* _Task instructions_: Look below and pull out each line with the word "lane".

____________________

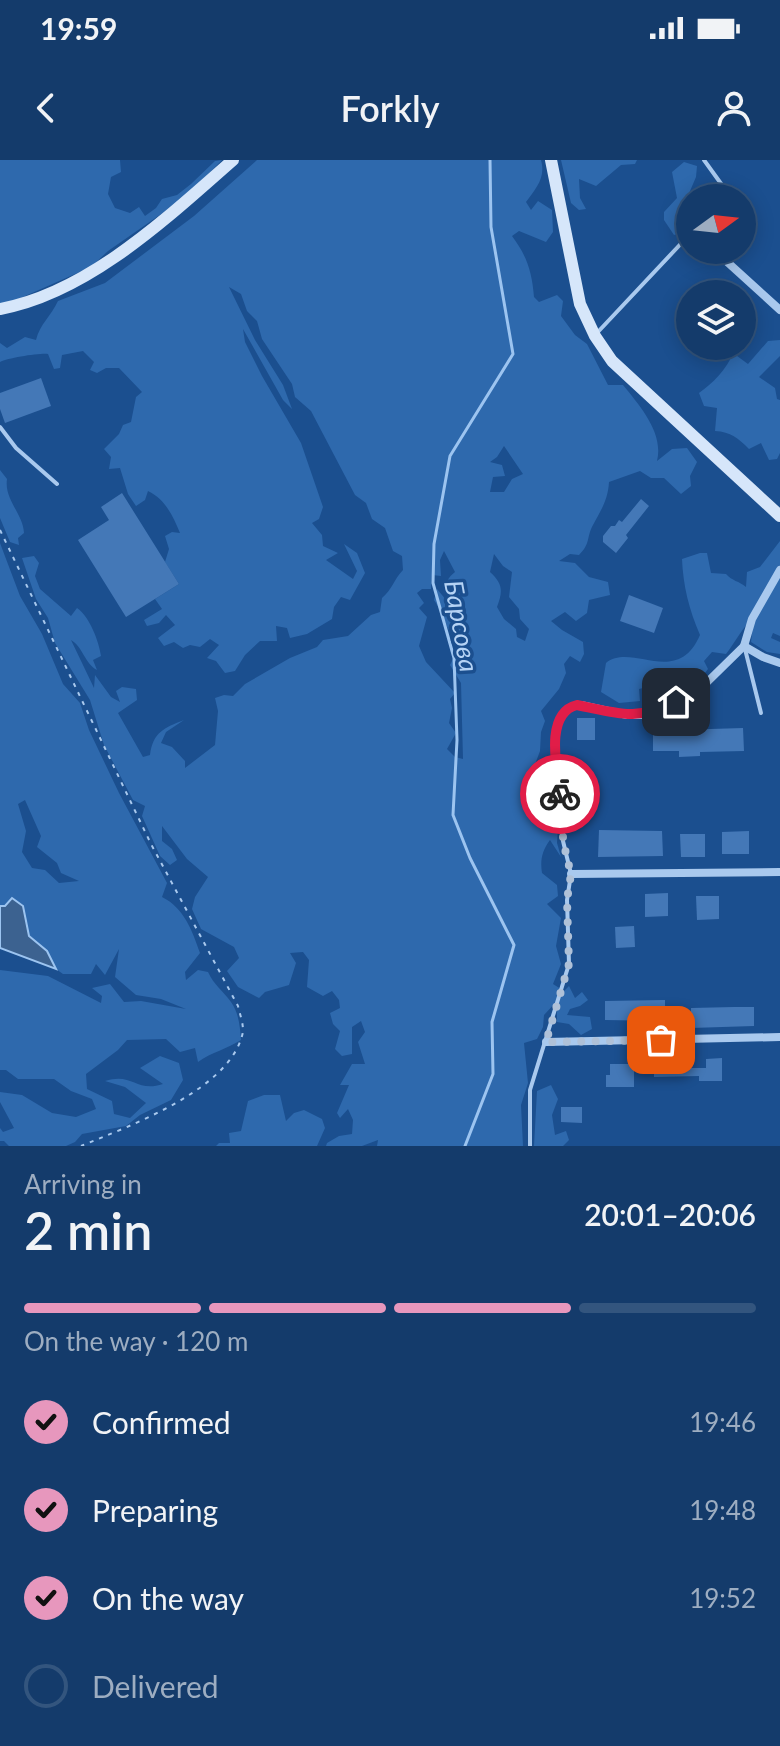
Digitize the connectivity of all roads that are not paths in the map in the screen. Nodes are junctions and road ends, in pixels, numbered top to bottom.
1 (233, 160) edge
2 (551, 160) edge
3 (704, 160) edge
4 (721, 184) edge
5 (676, 249) edge
6 (729, 264) edge
7 (0, 309) edge
8 (780, 310) edge
9 (595, 336) junction
10 (0, 427) edge
11 (57, 484) dead end
12 (780, 516) edge
13 (780, 570) edge
14 (744, 646) junction
15 (780, 663) edge
16 (581, 705) joint
17 (761, 713) dead end
18 (780, 872) edge
19 (571, 874) junction
20 (780, 1037) edge
21 (546, 1042) junction
22 (530, 1146) edge

1 - 7 street
2 - 9 street
3 - 4 lane
5 - 9 lane
6 - 8 street
9 - 12 street
10 - 11 lane
13 - 14 street
14 - 15 street
14 - 16 street
14 - 17 lane
16 - 19 lane
18 - 19 street
19 - 21 lane
20 - 21 street
21 - 22 lane

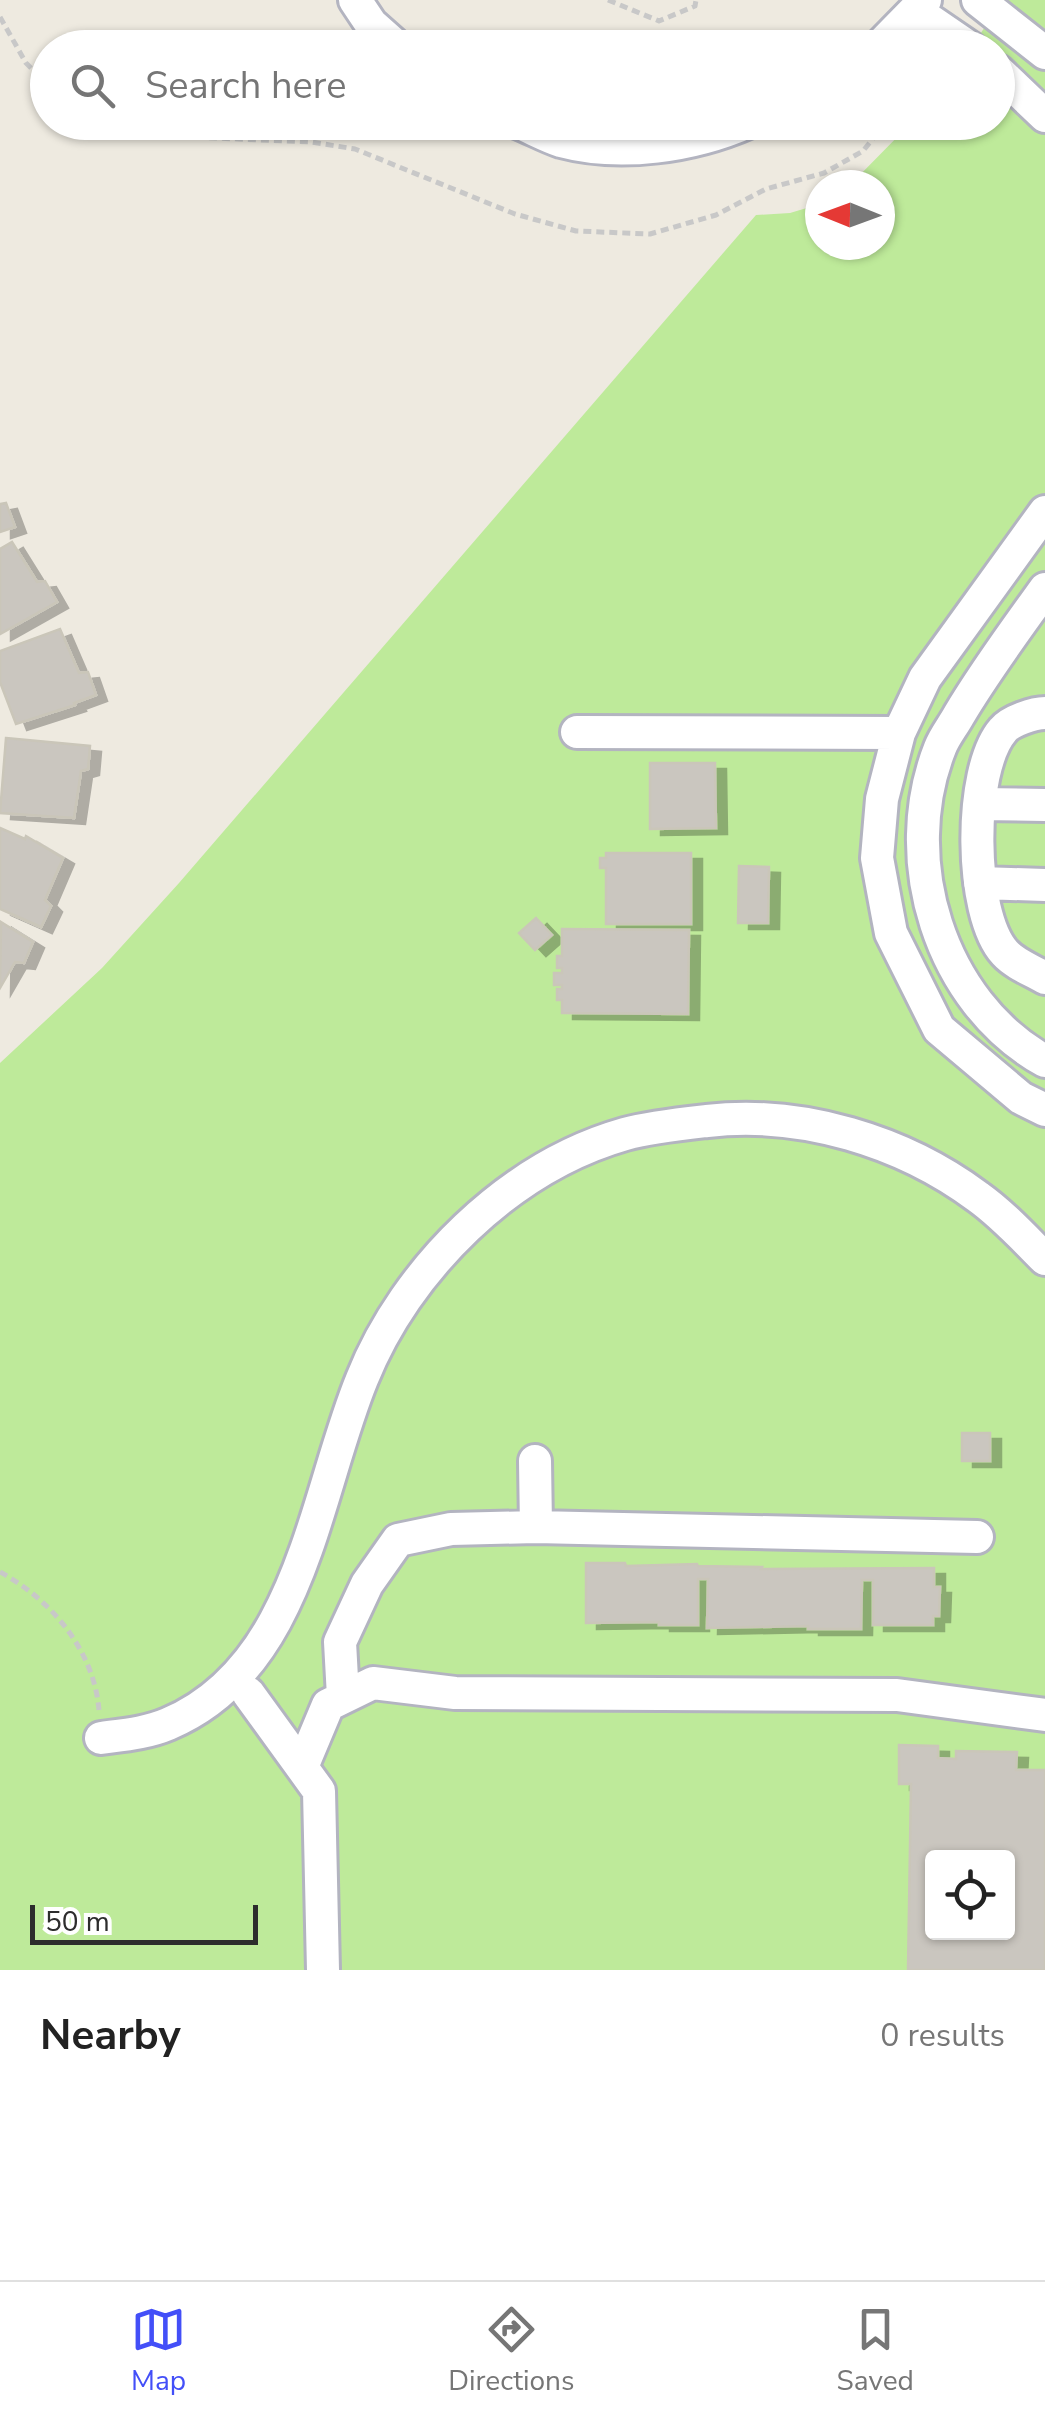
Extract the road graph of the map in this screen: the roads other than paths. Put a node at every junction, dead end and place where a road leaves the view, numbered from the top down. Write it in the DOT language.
graph roads {
  1 [pos="355,0"];
  2 [pos="978,0"];
  3 [pos="920,5"];
  4 [pos="377,30"];
  5 [pos="896,30"];
  6 [pos="949,30"];
  7 [pos="1045,53"];
  8 [pos="1015,87"];
  9 [pos="1045,116"];
  10 [pos="561,140"];
  11 [pos="694,140"];
  12 [pos="1045,512"];
  13 [pos="1045,589"];
  14 [pos="1045,712"];
  15 [pos="577,732"];
  16 [pos="899,733"];
  17 [pos="980,804"];
  18 [pos="1045,805"];
  19 [pos="980,883"];
  20 [pos="1045,884"];
  21 [pos="1045,978"];
  22 [pos="1045,1061"];
  23 [pos="1045,1110"];
  24 [pos="1045,1258"];
  25 [pos="535,1461"];
  26 [pos="536,1527"];
  27 [pos="977,1536"];
  28 [pos="248,1693"];
  29 [pos="343,1697"];
  30 [pos="1045,1714"];
  31 [pos="101,1738"];
  32 [pos="302,1767"];
  33 [pos="323,1970"];
  1 -- 4 [label="street"];
  2 -- 7 [label="street"];
  3 -- 5 [label="street"];
  3 -- 6 [label="street"];
  8 -- 9 [label="street"];
  10 -- 11 [label="street"];
  12 -- 16 [label="street"];
  13 -- 22 [label="street"];
  14 -- 17 [label="street"];
  15 -- 16 [label="street"];
  16 -- 23 [label="street"];
  17 -- 18 [label="street"];
  17 -- 19 [label="street"];
  19 -- 20 [label="street"];
  19 -- 21 [label="street"];
  24 -- 31 [label="street"];
  25 -- 26 [label="street"];
  26 -- 27 [label="street"];
  26 -- 29 [label="street"];
  28 -- 32 [label="street"];
  29 -- 30 [label="street"];
  29 -- 32 [label="street"];
  32 -- 33 [label="street"];
}
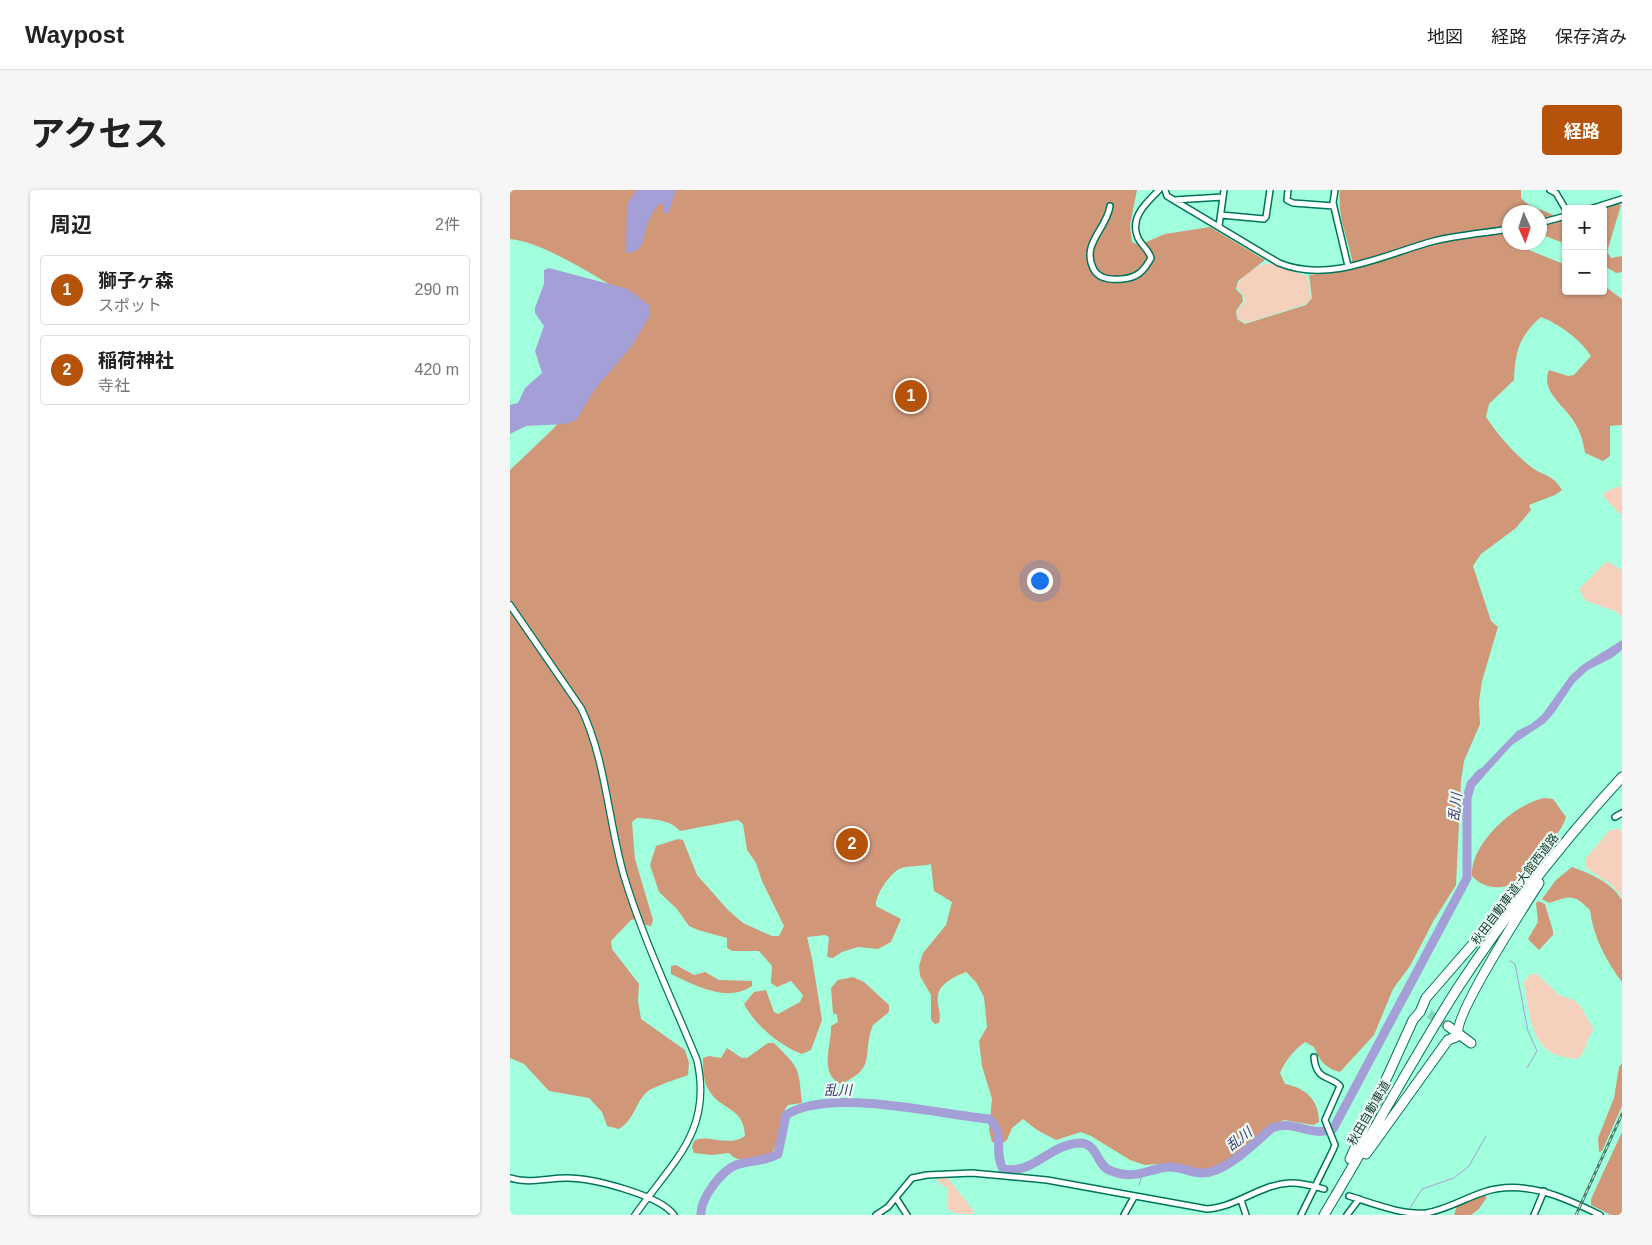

____________________

* _Problem solution_:
3 - 4 lane
5 - 9 lane
10 - 11 lane
14 - 17 lane
16 - 19 lane
19 - 21 lane
21 - 22 lane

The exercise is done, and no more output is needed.